A parte mais antiga de Barbacena tem alguma organização urbanística. De anos para cá é uma lástima. É comum morador fazer muro em cima da calçada, para proteger a entrada de sua casa, construída no alinhamento do passeio. Quem acha que não, dê uma passada na rua Ceará, no bairro Boa Vista. Nas reformas de imóveis  é liberado o depósito de material nas calçadas e no meio da rua. A permissividade é escandalosa. Já falei da invasão de terrenos promovida pela EPCar ao longo de sua história aqui, mas há outros exemplos: o Hotel Grogotó, lá na Penha, simplesmente fechou uma rua que “incomodava”, pois passava ao lado de sua entrada, e ...tudo certo. Eu fazia umas caminhadas por lá até que, certo dia, “topei” com um tapume impedindo a passagem e um aviso descarado: “Rua interrompida temporariamente para obras...”  E ninguém fala “bulufas” Prefere continuar com “sua cidade” bagunçada.

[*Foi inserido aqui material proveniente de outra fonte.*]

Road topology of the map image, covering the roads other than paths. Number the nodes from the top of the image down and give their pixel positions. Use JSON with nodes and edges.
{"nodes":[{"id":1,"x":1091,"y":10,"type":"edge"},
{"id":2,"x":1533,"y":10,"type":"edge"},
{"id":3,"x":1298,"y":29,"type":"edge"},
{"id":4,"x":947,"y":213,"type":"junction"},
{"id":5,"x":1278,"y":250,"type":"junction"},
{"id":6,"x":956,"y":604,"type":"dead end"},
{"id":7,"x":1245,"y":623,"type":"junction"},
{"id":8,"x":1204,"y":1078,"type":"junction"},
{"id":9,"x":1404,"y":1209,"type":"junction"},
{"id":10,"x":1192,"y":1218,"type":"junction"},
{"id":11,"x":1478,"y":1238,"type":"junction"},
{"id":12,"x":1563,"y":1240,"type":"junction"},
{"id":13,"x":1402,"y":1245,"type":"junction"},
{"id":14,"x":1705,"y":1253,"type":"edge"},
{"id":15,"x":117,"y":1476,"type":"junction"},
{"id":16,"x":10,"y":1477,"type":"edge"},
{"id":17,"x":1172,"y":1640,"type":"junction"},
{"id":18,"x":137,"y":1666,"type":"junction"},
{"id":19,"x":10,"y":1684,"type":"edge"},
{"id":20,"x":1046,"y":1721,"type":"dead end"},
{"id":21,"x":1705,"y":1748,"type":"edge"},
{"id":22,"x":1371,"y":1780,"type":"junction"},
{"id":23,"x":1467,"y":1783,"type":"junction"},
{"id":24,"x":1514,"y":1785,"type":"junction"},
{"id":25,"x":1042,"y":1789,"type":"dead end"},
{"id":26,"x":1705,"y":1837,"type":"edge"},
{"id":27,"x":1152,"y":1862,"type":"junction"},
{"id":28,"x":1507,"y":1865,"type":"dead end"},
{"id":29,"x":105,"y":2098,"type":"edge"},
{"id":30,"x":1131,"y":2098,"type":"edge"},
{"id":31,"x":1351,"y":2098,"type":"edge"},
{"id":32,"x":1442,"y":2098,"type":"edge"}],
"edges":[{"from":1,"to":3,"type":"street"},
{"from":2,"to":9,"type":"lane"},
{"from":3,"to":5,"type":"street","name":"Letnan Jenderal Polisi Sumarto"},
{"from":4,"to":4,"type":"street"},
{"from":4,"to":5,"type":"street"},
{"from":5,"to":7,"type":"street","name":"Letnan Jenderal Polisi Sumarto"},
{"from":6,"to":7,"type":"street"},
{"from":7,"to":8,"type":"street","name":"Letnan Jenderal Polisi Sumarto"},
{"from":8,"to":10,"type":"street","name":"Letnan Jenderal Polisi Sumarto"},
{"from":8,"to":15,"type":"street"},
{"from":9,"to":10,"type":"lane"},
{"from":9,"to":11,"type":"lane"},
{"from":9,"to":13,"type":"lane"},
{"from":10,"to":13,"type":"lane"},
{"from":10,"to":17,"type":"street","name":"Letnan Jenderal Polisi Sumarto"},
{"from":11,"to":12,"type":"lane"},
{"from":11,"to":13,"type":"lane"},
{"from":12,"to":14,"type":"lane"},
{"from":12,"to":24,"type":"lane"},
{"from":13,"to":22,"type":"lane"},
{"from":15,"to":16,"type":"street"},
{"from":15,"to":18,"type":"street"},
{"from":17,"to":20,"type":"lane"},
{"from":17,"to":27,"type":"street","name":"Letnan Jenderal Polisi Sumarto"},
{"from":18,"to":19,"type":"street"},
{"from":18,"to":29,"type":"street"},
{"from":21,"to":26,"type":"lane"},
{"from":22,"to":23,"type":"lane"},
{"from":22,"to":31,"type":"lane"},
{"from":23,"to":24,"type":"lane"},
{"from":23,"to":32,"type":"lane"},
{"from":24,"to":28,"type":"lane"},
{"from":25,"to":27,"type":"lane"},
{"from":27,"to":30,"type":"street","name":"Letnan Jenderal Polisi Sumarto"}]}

Eu sei que, a esta altura, todo mundo acaba “pagando a conta”, de um jeito ou de outro. O pessoal taxado de “classe média”, ou seja, quem ganha salário e pode  fazer uma casa melhor, pela falta de opção, procura o local “menos ruim”. Isto não é fácil na nossa” terrinha”. Tenho amigos que economizaram toda uma vida, construíram seus imóveis, na esperança de que sua rua fosse pavimentada (asfaltada ou calçada e com rede fluvial), mas, infelizmente, apesar dos apelos e das promessas, sofrem com a ação das águas da chuva, dos buracos e da poeira. Outro dia, um desses meus amigos confessou que está preocupado por que um seu vizinho está fazendo uma rampa de entrada de veículo na sua garagem que vai até o meio da rua em prejuízo de todo mundo. O pior é que, acionado o setor próprio, da prefeitura, ele, invariavelmente se omite. Uma autoridade policial, sensibilizada com a dificuldade dos pedestres, no início da rua São Vicente de Paula, no pontilhão, na subida pro Andaraí, fez documento oficial para a prefeitura que autorizara, do lado do ponto de ônibus, um espaço para carga e descarga, ao dono de uma pequena oficina de consertos eletrônicos, e que lhe serve de estacionamento particular. Não se sabe porquê, nem lhe responderam. Ali, agarradinho, há um “ponto” de moto-taxi. Os rapazes se assentam no passeio, também ocupado em parte por suas motos, obrigando os transeuntes – senhoras, crianças e idosos – a se arriscarem pelo meio da rua, disputando espaço com veículos de todos os tamanhos. A placa de estacionamento proibido, do mesmo lado, não impede que motoristas deixem seus carros por lá. Essa é nossa cidade. Esse é o lugar onde moramos e criamos nossos filhos. Finalizando, para confirmar essas práticas irregulares, quando puderem, dêem uma olhada na rampa de acesso que construíram numa panificadora luxuosa inaugurada onde funcionou o DEMAE, lá na Avenida Governador Bias Fortes. Ficou ridícula e desnivelou o passeio. E vai ficar assim. Ninguém reclama e, mesmo que o fizesse, de nada ia adiantar. É a nossa sina e, não tenha dúvida, se não for petista ou aliado, vai dizer  tudo isto acontece por culpa da Copa do Mundo, no Brasil. É mole?